Locate the line that contains "ring pip: (198, 191)" in the entries below. Retype it and all following lines through the final one, character for character.

*** Block opens ***

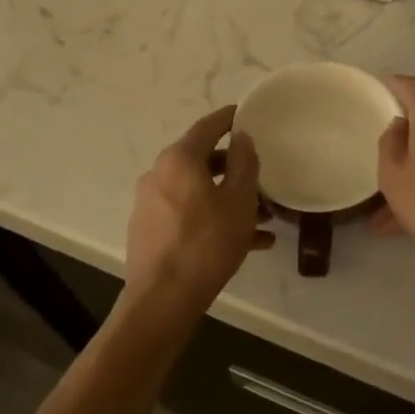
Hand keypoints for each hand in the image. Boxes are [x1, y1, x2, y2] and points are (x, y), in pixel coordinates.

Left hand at [125, 105, 272, 308]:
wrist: (163, 299)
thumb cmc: (206, 243)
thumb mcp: (238, 201)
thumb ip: (243, 162)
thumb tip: (241, 137)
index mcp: (178, 160)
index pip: (207, 127)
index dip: (229, 118)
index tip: (247, 114)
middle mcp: (159, 175)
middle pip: (203, 161)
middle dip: (235, 169)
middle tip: (263, 177)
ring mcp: (151, 204)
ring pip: (198, 191)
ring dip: (229, 199)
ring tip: (264, 219)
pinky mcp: (150, 230)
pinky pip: (189, 215)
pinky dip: (215, 219)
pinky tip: (248, 242)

*** Block closes ***

■ **Response area**
ring pip: (198, 191)
ring dip: (229, 199)
ring tip: (264, 219)
pinky mcp: (150, 230)
pinky pip: (189, 215)
pinky dip: (215, 219)
pinky tip: (248, 242)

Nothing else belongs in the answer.